McKay and co-workers Mandish Saran and Jon Ross said that if they had emergency funds, they could help these high-risk youth survive the holidays without resorting to crime or allowing themselves to be sexually exploited.
“A lot of it is about survival. (These young girls) don’t see it as prostitution,” said McKay. “It’s the same with any kid we see going down a dangerous road. If food isn’t accessible at least five days a week, they’re going to do what they need to survive. If it means hanging out with the wrong people or doing things for cash – that’s what they’re going to do. Sometimes it’s just for themselves, sometimes it’s for their families.”
The team has no emergency fund and is asking The Vancouver Sun’s Adopt-A-School program for $10,000. “With that, we could reach our whole caseload and provide something,” McKay said. “I can think of 12 families immediately who would benefit. We just don’t have any money for the basics, like food, clothing, personal hygiene.
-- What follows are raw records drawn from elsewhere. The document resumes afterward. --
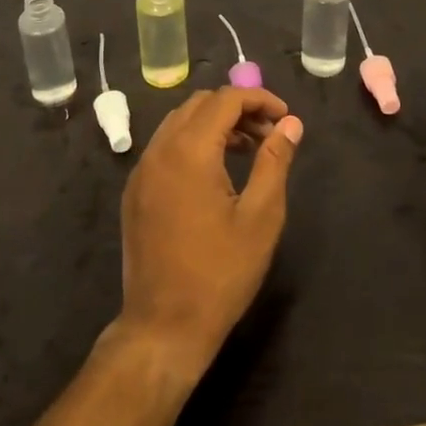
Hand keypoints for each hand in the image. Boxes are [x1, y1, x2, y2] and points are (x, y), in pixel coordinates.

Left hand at [113, 86, 302, 382]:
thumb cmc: (220, 273)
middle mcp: (159, 149)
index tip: (285, 117)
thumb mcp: (260, 217)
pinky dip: (192, 142)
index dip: (259, 99)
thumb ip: (275, 161)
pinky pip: (165, 146)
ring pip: (180, 123)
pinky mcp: (135, 190)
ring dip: (214, 124)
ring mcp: (142, 170)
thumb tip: (290, 124)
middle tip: (269, 134)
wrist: (163, 326)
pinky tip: (215, 172)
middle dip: (237, 109)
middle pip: (200, 104)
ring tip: (248, 149)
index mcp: (189, 150)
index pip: (225, 99)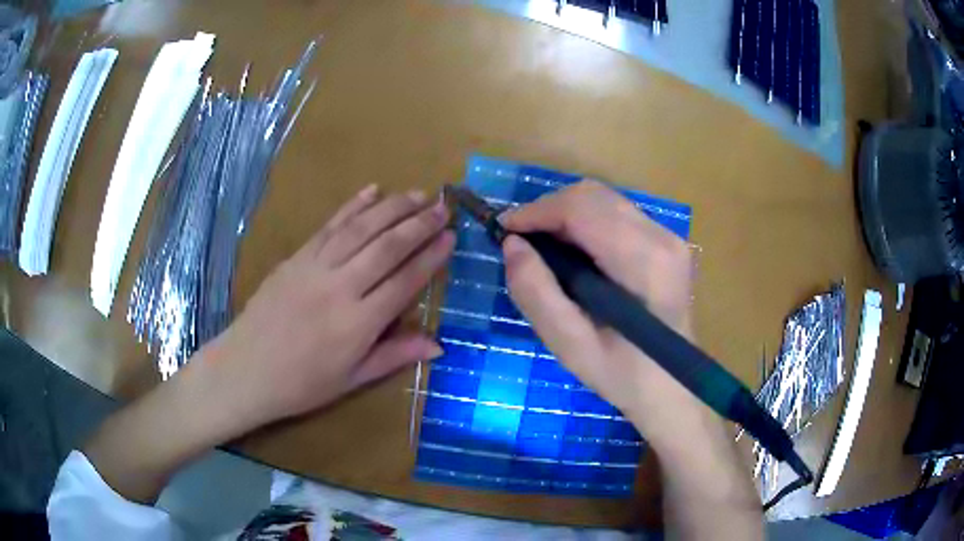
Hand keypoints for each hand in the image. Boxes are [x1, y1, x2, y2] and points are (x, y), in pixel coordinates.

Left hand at [83, 185, 454, 503]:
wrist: (245, 370)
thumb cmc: (300, 384)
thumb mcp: (351, 379)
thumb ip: (394, 355)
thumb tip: (438, 345)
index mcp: (358, 323)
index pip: (405, 280)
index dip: (432, 257)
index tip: (451, 236)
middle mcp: (340, 287)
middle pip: (387, 246)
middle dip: (419, 223)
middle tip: (443, 205)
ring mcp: (315, 267)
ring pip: (361, 228)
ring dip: (392, 208)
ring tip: (417, 193)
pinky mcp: (296, 257)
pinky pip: (329, 226)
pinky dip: (352, 206)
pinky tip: (370, 191)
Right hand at [500, 180, 698, 447]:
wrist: (672, 388)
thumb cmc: (623, 376)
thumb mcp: (571, 347)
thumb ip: (537, 295)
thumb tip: (512, 245)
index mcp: (643, 262)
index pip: (582, 208)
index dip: (536, 211)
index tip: (504, 231)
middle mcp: (661, 237)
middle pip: (593, 196)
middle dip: (548, 210)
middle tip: (520, 242)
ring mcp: (668, 237)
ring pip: (604, 200)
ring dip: (565, 215)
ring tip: (541, 248)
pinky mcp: (667, 242)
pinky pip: (616, 214)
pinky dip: (585, 223)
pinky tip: (572, 253)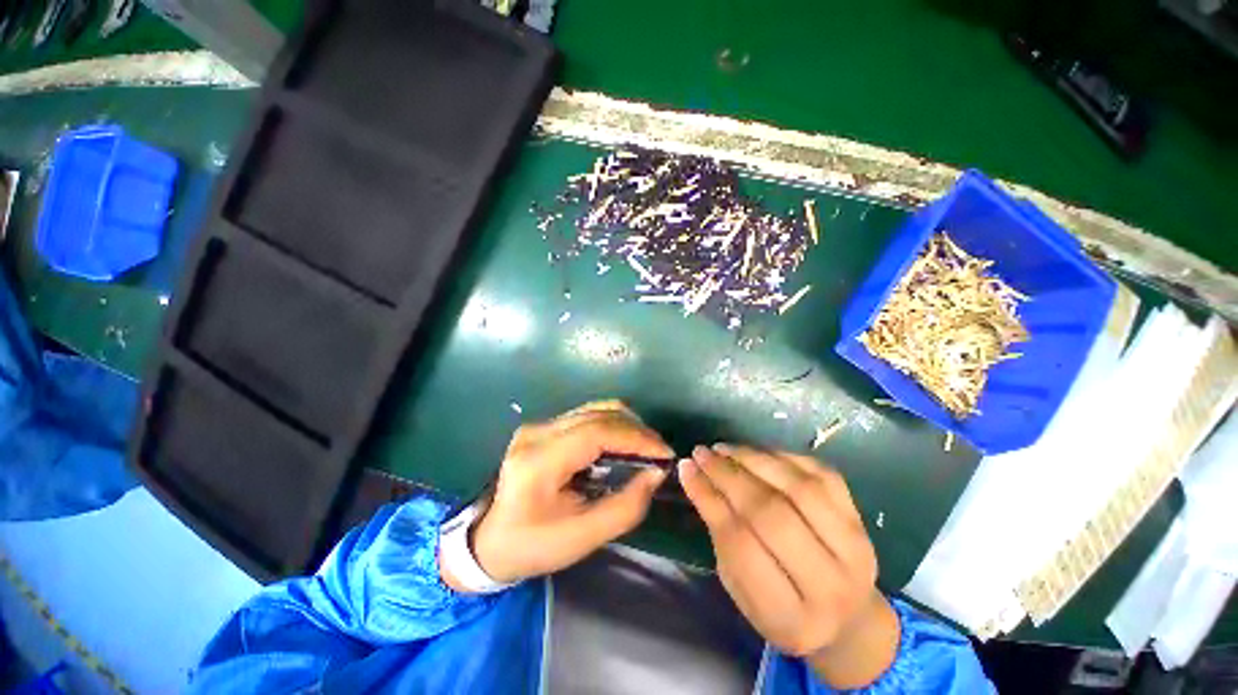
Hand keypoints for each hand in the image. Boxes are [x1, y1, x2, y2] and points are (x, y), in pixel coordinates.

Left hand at [445, 401, 672, 588]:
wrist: (490, 541)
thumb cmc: (533, 545)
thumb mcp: (582, 537)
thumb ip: (625, 506)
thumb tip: (655, 473)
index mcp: (539, 461)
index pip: (596, 432)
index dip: (636, 437)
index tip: (664, 453)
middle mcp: (537, 432)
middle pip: (597, 415)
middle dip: (636, 430)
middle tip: (659, 452)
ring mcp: (538, 425)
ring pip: (594, 409)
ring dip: (626, 424)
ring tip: (646, 447)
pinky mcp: (544, 427)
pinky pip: (587, 416)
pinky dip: (612, 425)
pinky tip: (624, 443)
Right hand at [679, 444, 899, 689]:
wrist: (849, 620)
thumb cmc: (782, 611)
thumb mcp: (741, 588)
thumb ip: (720, 534)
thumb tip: (694, 475)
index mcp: (792, 618)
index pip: (741, 545)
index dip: (709, 499)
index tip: (686, 468)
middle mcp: (830, 584)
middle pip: (771, 513)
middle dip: (728, 475)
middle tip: (701, 453)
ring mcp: (854, 548)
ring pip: (798, 488)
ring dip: (754, 459)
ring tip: (724, 448)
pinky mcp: (862, 519)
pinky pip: (820, 474)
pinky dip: (783, 457)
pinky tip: (757, 452)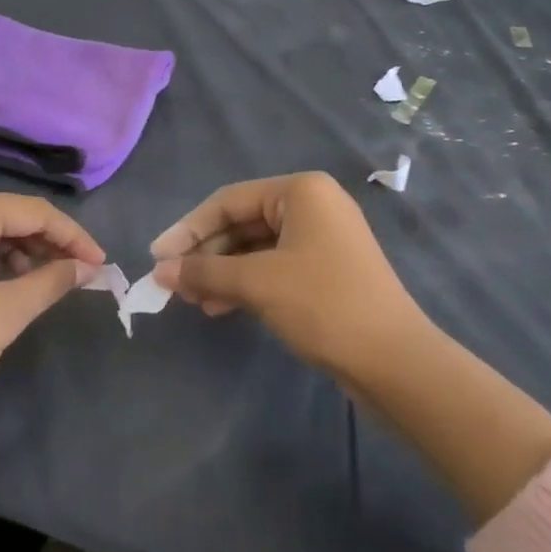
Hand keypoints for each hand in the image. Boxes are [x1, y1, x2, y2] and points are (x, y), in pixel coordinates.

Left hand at [0, 189, 104, 438]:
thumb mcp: (7, 312)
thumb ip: (53, 280)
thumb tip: (88, 267)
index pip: (31, 211)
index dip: (72, 236)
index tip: (100, 263)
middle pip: (7, 215)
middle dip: (46, 244)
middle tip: (78, 273)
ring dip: (19, 252)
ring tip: (45, 283)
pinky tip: (8, 285)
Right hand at [149, 172, 429, 378]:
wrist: (393, 360)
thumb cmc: (323, 304)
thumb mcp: (257, 283)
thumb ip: (205, 272)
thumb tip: (160, 272)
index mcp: (301, 191)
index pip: (229, 200)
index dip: (188, 229)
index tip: (157, 258)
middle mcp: (313, 206)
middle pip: (242, 223)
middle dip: (206, 254)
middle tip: (173, 284)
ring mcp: (322, 239)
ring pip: (256, 248)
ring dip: (222, 272)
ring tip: (193, 302)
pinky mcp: (325, 271)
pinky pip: (273, 267)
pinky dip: (245, 284)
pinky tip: (220, 308)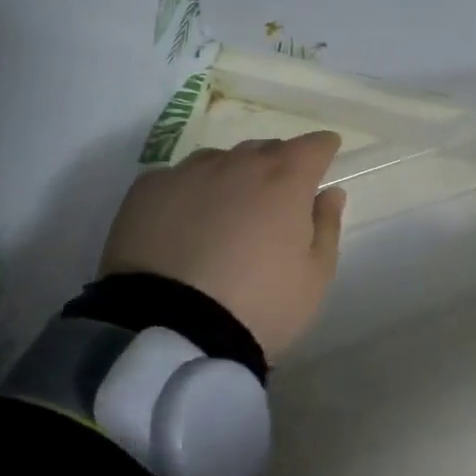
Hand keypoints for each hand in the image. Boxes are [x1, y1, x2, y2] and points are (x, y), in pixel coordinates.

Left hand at [100, 131, 347, 359]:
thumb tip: (329, 193)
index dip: (323, 149)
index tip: (326, 155)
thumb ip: (326, 226)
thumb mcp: (314, 277)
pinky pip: (177, 180)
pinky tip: (184, 225)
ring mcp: (187, 173)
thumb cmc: (260, 305)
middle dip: (277, 166)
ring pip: (219, 161)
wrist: (171, 330)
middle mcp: (236, 164)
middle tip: (276, 199)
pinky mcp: (147, 190)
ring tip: (226, 213)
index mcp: (284, 180)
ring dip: (231, 177)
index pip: (312, 146)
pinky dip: (189, 194)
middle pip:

Some kids do their laundry at school, so if we had money, we could take them to the laundromat or buy them gloves, mittens and socks.
“I’ve got a 17-year-old mom with a three-month-old baby who lives on her own and it’s her first Christmas alone. Her family struggles with addiction and she hasn’t got any money because she’s at school and can’t work. The school program provides formula and diapers and things, but once the school’s shut … ” Saran said she’s involved with a family of eight, six of them children, and one of whom has just turned 17 and has a baby.
“There’s a history of substance use and mental illness in the family. The kids are great kids, being raised by their grandmother, and they turn to the school for food. Now, with the Christmas holidays, what do they do?” Ross said they’ve many success stories, but they do lose kids who get involved in gangs and drugs.
“We had one kid, 17 (years old) … there were poverty issues, stresses at home. He was assassinated.”
Even small amounts of money for food and/or clothing could prevent what might otherwise be a catastrophe in a child’s life, said McKay.